Hey dostum, nasılsın?

Tanımayan korkardı.

Dev gibi cüssesi vardı.

Kaşlarını çattığı zaman yüzüne bakılmayacak kadar heybetleşirdi.

Ama kalbi bir çocuk kalbi kadar sevgi doluydu.

O heybetli vücuduna rağmen asla kavgayı tercih etmezdi.

Yeter ki kızmasın.

Kırmızı ve mavi giymeyi çok severdi.

Bir de dostunu.

Çabuk kırılırdı dostlarına.

Yanlış yapılsın istemezdi, dostlar arasında.

En çok sevdiği şey de dostlarına o davudi sesiyle şarkı söylemekti.

– O şimdi yok
 

Dostlarıyla gittiği mekanlarda mutlaka sahneye çıkar, dostları için birkaç parça söylerdi.

Sahneye çıktığında tanımayan insanlar, merakla bakardı.

Şarkı söylemeye başladığında ise bütün kalpler onunla çarpardı.

En sevdiği şarkı, “Yorgunum Dostlarım, Yorgunum Artık, Vefasız Dostlara Kırgınım Artık” parçasıydı.

Mutlaka söylerdi.

Ve en sevilen kendi şiiri ise şöyleydi:

“Adını Kumsala Yazdım,

Hep Dalgalar Aldı götürdü.

Adını Yollara yazdım,

Hep Çiğnendi ezildi.

Adını Kalbime yazdım,

Ne dalgalar silebildi,

Ne çiğnenip ezildi.

Onu kimse silemedi,

Silemedi,

Silemedi…

 
Rüşveti almamıştı


ANAP’tan Muratpaşa Meclis Üyesi seçilmişti.

Muratpaşa’ya yapılacak bir ticaret merkezi için meclisten onay bekleniyordu.

İşin başındaki kişi de uzaktan bir akrabamdı.

Yardım talep etti.

Birkaç kişiyle görüşmüş, halletmişler.

O’nunla görüşüp desteğini isteyeceklerdi.

Bazılarına para verilmiş, iş halline sokulmuştu.

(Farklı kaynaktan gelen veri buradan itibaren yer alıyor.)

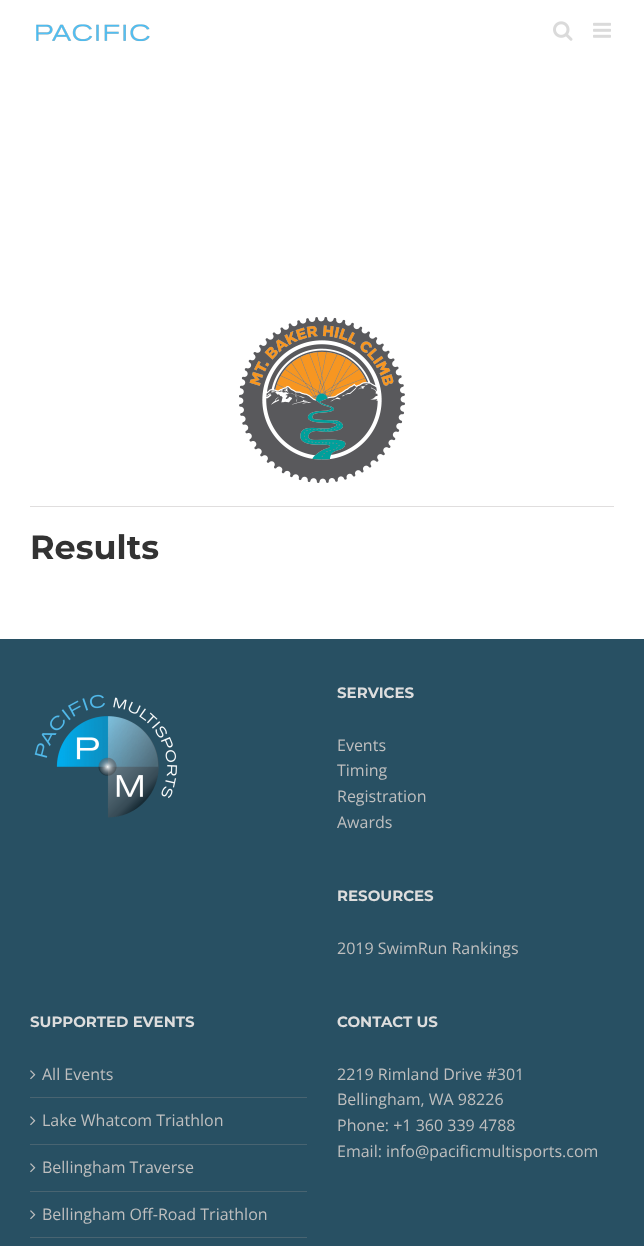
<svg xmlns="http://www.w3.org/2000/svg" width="644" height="1246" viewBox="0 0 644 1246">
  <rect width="100%" height="100%" fill="#fff"/>
  <image x="36" y="24" width="114" height="18" href="img/1.png"/>
  <image x="553" y="21" width="20" height="20" href="img/2.png"/>
  <image x="593" y="22" width="18" height="16" href="img/3.png"/>
  <image x="239" y="317" width="166" height="166" href="img/4.png"/>
  <path d="M30 506h584v1H30z" fill="#e0dede"/>
  <path d="M0 639h644v607H0z" fill="#285063"/>
  <image x="34" y="694" width="144" height="124" href="img/5.png"/>
  <path d="M30 1097h277v1H30z" fill="#496471"/>
  <image x="30" y="1070" width="6" height="10" href="img/6.png"/>
  <path d="M30 1144h277v1H30z" fill="#496471"/>
  <image x="30" y="1116" width="6" height="10" href="img/6.png"/>
  <path d="M30 1191h277v1H30z" fill="#496471"/>
  <image x="30" y="1163" width="6" height="10" href="img/6.png"/>
  <path d="M30 1237h277v1H30z" fill="#496471"/>
  <image x="30" y="1210" width="6" height="10" href="img/6.png"/>
  <text x="30" y="559" font-family="Montserrat" font-size="33.5" font-weight="100" fill="#333">Results</text>
  <text x="337" y="698" font-family="Montserrat" font-size="15" font-weight="100" fill="#ddd">SERVICES</text>
  <g font-family="Open Sans" font-size="16" fill="#bfbfbf">
    <text x="337" y="751">Events</text>
    <text x="337" y="776">Timing</text>
    <text x="337" y="802">Registration</text>
    <text x="337" y="828">Awards</text>
  </g>
  <text x="337" y="901" font-family="Montserrat" font-size="15" font-weight="100" fill="#ddd">RESOURCES</text>
  <text x="337" y="954" font-family="Open Sans" font-size="16" fill="#bfbfbf">2019 SwimRun Rankings</text>
  <text x="30" y="1027" font-family="Montserrat" font-size="15" font-weight="100" fill="#ddd">SUPPORTED EVENTS</text>
  <g font-family="Open Sans" font-size="16" fill="#bfbfbf">
    <text x="42" y="1080">All Events</text>
    <text x="42" y="1126">Lake Whatcom Triathlon</text>
    <text x="42" y="1173">Bellingham Traverse</text>
    <text x="42" y="1220">Bellingham Off-Road Triathlon</text>
  </g>
  <text x="337" y="1027" font-family="Montserrat" font-size="15" font-weight="100" fill="#ddd">CONTACT US</text>
  <g font-family="Open Sans" font-size="16" fill="#bfbfbf">
    <text x="337" y="1080">2219 Rimland Drive #301</text>
    <text x="337" y="1105">Bellingham, WA 98226</text>
    <text x="337" y="1131">Phone: +1 360 339 4788</text>
    <text x="337" y="1157">Email: info@pacificmultisports.com</text>
  </g>
</svg>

O’na da teklif edin dedim.

Aman benim adımı söylemeyin, alacağı varsa da almaz. Almaz ama yine de teklif edin dedim.

Etmişler, adamlar simsiyah döndüler yanıma.

Ne oldu diye sordum.

“Neredeyse dayak yiyorduk, bizi kovdu” dediler.

İşte böyleydi.

Benceleyin, yıllarca varlık- yokluk arasında yaşadı.

Siyaseti çok sevmişti.

Ta ki bir arkadaşını milletvekili yapıncaya kadar.

Ondan sonra nefret etmişti.

Hakkında ne çok yazılar yazmıştım rahmetlinin.

Kaş’ta Bayan Bakan ile diye yazmıştım da, günahını almıştım.

Çok kızmıştı.

Amacımda kızdırmaktı, kızdığı zaman çok sevimli olurdu.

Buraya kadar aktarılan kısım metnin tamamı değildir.